You can check the runtime and correctness of your denormalized queries with the command

$ time docker-compose exec pg_denormalized ./check_answers.sh sql.denormalized

You will likely notice that the denormalized representation is significantly slower than the normalized representation when there are no indexes present. My solution takes about 4 minutes without indexes, and 3 seconds with indexes. The indexed solution is still slower than the normalized solution because there are sorts in the query plan that the indexes cannot eliminate. In fact, no set of indexes would be able to eliminate these sorts... we'll talk later about how to eliminate them using materialized views.

HINT: My solution uses 3 gin indexes, and no btree indexes.

We will not use github actions in this assignment, since this assignment uses too much disk space and computation. In general, there are not great techniques for testing programs on large datasets. The best solution is to test on small datasets (like we did for the first version of twitter_postgres), and carefully design those tests so that they ensure good performance on the large datasets. We're not following this procedure, however, to ensure that you get some actual practice with these larger datasets.

To submit your assignment:

1. Run the following commands

   $ ( time docker-compose exec pg_normalized   ./check_answers.sh sql.normalized   ) > results.normalized   2>&1
   $ ( time docker-compose exec pg_denormalized ./check_answers.sh sql.denormalized ) > results.denormalized 2>&1
   

   This will create two files in your repo that contain the runtimes and results of your test cases. In the command above:

   1. ( ... ) is called a subshell in bash. The time command is an internal built-in command in bash and not a separate executable file, and it is necessary to wrap it in a subshell in order to redirect its output.
   2. 2>&1 redirects stderr (2) to stdout (1), and since stdout is being redirected to a file, stderr will also be redirected to that file. The output of the time command goes to stderr, and so this combined with the subshell ensure that the time command's output gets sent into the results files.

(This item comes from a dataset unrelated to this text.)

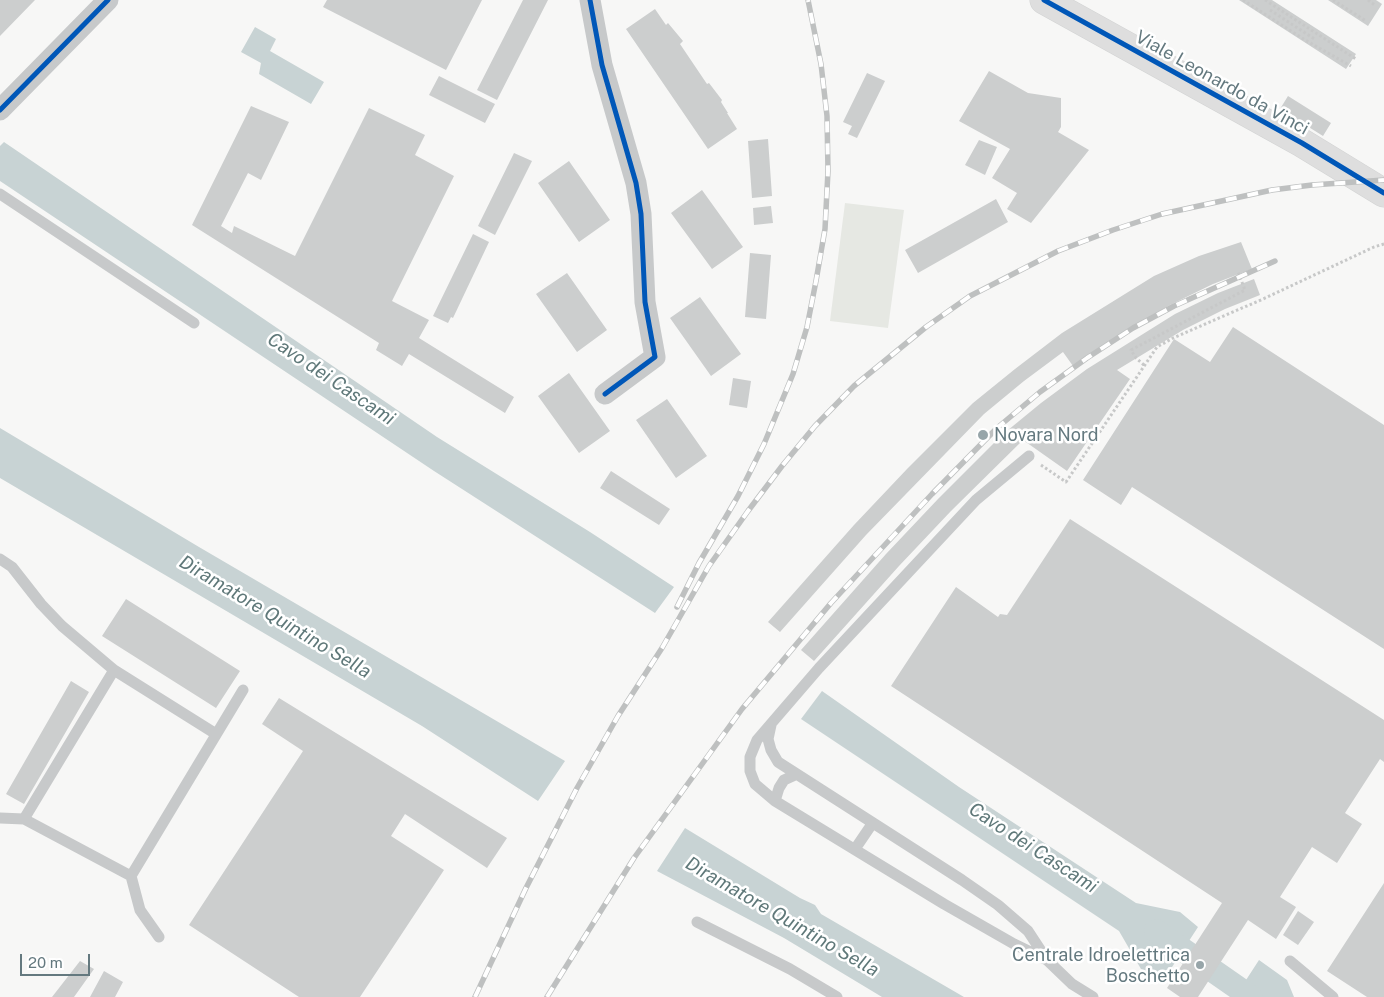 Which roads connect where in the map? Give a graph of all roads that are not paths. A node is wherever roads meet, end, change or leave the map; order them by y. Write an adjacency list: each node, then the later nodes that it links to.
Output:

   You should run the commands

   $ cat results.normalized
   $ cat results.denormalized
   

   to view the contents of these files and ensure they are correct.

2. Add the results.*, sql.denormalized, and services/*/schema-indexes.sql files to your git repo, commit, and push to github.

3. Submit a link to your forked repo to sakai.

The assignment is worth 15 points.

1. Each file in sql.denormalized is worth 2 points (for 10 total)

2. The timing is the remaining 5 points.

   1. You start with 5 points.
   2. If your normalized queries take longer than 2 seconds: you lose 1 point per second
   3. If your normalized queries take longer than 4 seconds: you lose 1 point per second

I will check the results.* files in your github repos to do the actual grading.